Among the entries below, find the lines with "their" and copy them.

[[ Data supplied open ]]

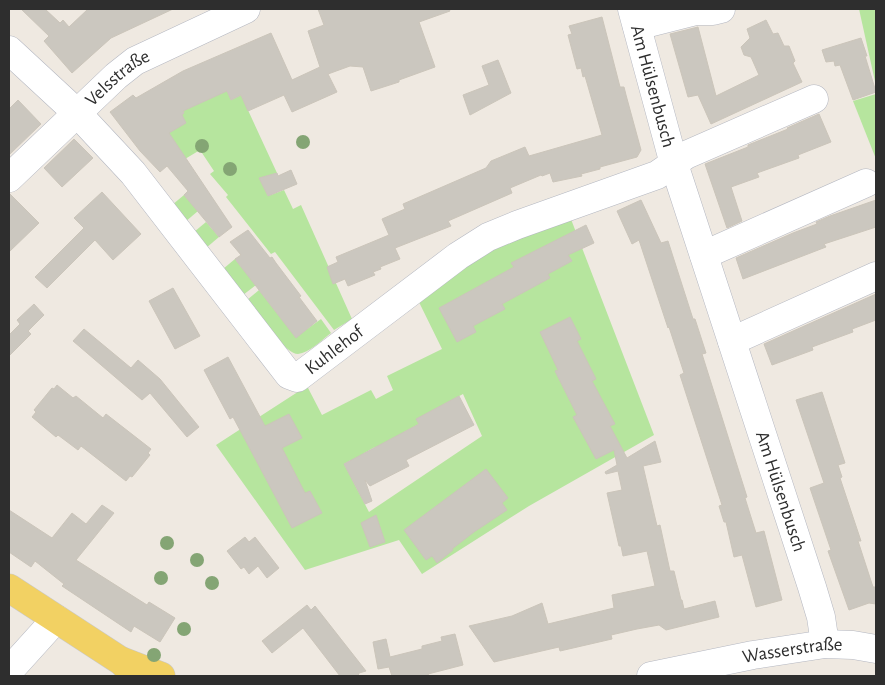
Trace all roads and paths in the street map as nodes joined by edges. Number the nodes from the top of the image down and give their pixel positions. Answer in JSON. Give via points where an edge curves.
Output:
{"nodes":[{"id":1,"x":246,"y":9,"type":"edge"},
{"id":2,"x":721,"y":9,"type":"edge"},
{"id":3,"x":634,"y":17,"type":"edge"},
{"id":4,"x":9,"y":50,"type":"edge"},
{"id":5,"x":814,"y":98,"type":"dead end"},
{"id":6,"x":77,"y":113,"type":"junction"},
{"id":7,"x":674,"y":164,"type":"junction"},
{"id":8,"x":9,"y":178,"type":"edge"},
{"id":9,"x":866,"y":183,"type":"dead end"},
{"id":10,"x":704,"y":255,"type":"junction"},
{"id":11,"x":876,"y":276,"type":"edge"},
{"id":12,"x":732,"y":341,"type":"junction"},
{"id":13,"x":9,"y":588,"type":"edge"},
{"id":14,"x":56,"y":619,"type":"junction"},
{"id":15,"x":825,"y":644,"type":"junction"},
{"id":16,"x":876,"y":649,"type":"edge"},
{"id":17,"x":129,"y":669,"type":"edge"},
{"id":18,"x":9,"y":671,"type":"edge"},
{"id":19,"x":161,"y":676,"type":"edge"},
{"id":20,"x":651,"y":676,"type":"edge"}],
"edges":[{"from":1,"to":6,"type":"street","name":"Velsstraße","via":[[135,61]]},
{"from":2,"to":3,"type":"street"},
{"from":3,"to":7,"type":"street","name":"Am Hülsenbusch"},
{"from":4,"to":6,"type":"street"},
{"from":5,"to":7,"type":"street","name":"Am Hülsenbusch","via":[[686,155]]},
{"from":6,"to":7,"type":"street","name":"Kuhlehof","via":[[133,173],[289,376],[297,378],[458,256],[488,237],[657,175]]},
{"from":6,"to":8,"type":"street","name":"Velsstraße"},
{"from":7,"to":10,"type":"street","name":"Am Hülsenbusch"},
{"from":9,"to":10,"type":"street"},
{"from":10,"to":12,"type":"street","name":"Am Hülsenbusch"},
{"from":11,"to":12,"type":"street"},
{"from":12,"to":15,"type":"street","name":"Am Hülsenbusch","via":[[821,616]]},
{"from":13,"to":14,"type":"main road"},
{"from":14,"to":17,"type":"main road"},
{"from":14,"to":18,"type":"street"},
{"from":15,"to":16,"type":"street","name":"Wasserstraße"},
{"from":15,"to":20,"type":"street","name":"Wasserstraße","via":[[744,656]]},
{"from":17,"to":19,"type":"main road"}]}
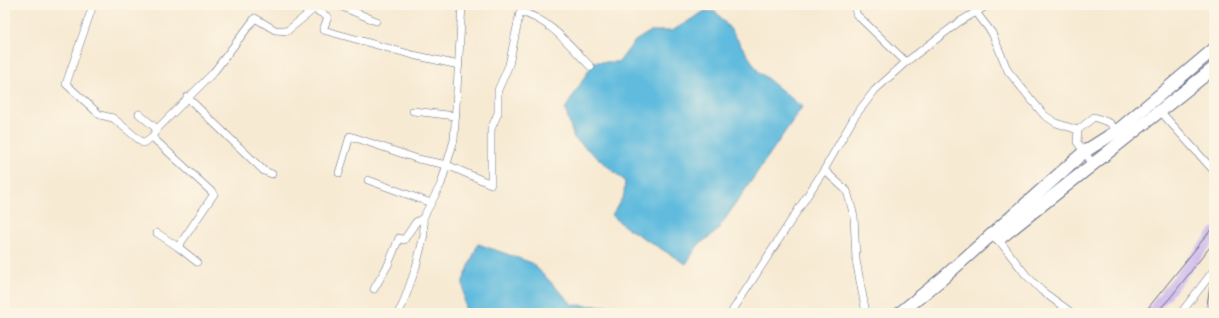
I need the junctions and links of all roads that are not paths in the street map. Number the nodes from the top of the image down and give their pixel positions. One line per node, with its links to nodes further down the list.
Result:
1 (93, 5): 21 (street)
2 (338, 5): 7 (street)
3 (462, 5): 10 (street)
4 (855, 5): 9 (street)
5 (988, 5): 6 (street)
6 (976, 12): 9 (street); 19 (street)
7 (376, 21)
8 (1214, 49): 20 (highway)
9 (906, 62): 25 (street)
10 (459, 65): 13 (street); 17 (street)
11 (591, 67): 24 (street)
12 (1214, 68): 14 (highway)
13 (188, 97): 18 (street); 28 (street)
14 (1160, 111): 20 (highway); 26 (street)
15 (413, 112): 17 (street)
16 (139, 114): 18 (street)
17 (456, 116): 24 (street)
18 (157, 129): 21 (street)
19 (1078, 130): 20 (street); 22 (street)
20 (1120, 135): 22 (highway); 23 (highway)
21 (152, 137): 34 (street)
22 (1084, 152): 23 (street); 41 (highway)
23 (1093, 164): 33 (highway)
24 (447, 165): 27 (street); 30 (street)
25 (824, 170): 39 (street); 40 (street)
26 (1214, 171)
27 (339, 173)
28 (272, 174)
29 (368, 180): 30 (street)
30 (431, 203): 31 (street)
31 (423, 218): 37 (street); 38 (street)
32 (156, 233): 34 (street)
33 (998, 239): 42 (highway); 43 (street)
34 (178, 247): 35 (street)
35 (197, 262)
36 (1214, 270): 44 (street)
37 (374, 289)
38 (398, 313)
39 (731, 313)
40 (866, 313)
41 (900, 313)
42 (912, 313)
43 (1072, 313)
44 (1181, 313)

[[ Data supplied closed ]]

#### Response to the exercise
Trace all roads and paths in the street map as nodes joined by edges. Number the nodes from the top of the image down and give their pixel positions. Answer in JSON. Give via points where an edge curves.
I need the junctions and links of all roads that are not paths in the street map. Number the nodes from the top of the image down and give their pixel positions. One line per node, with its links to nodes further down the list.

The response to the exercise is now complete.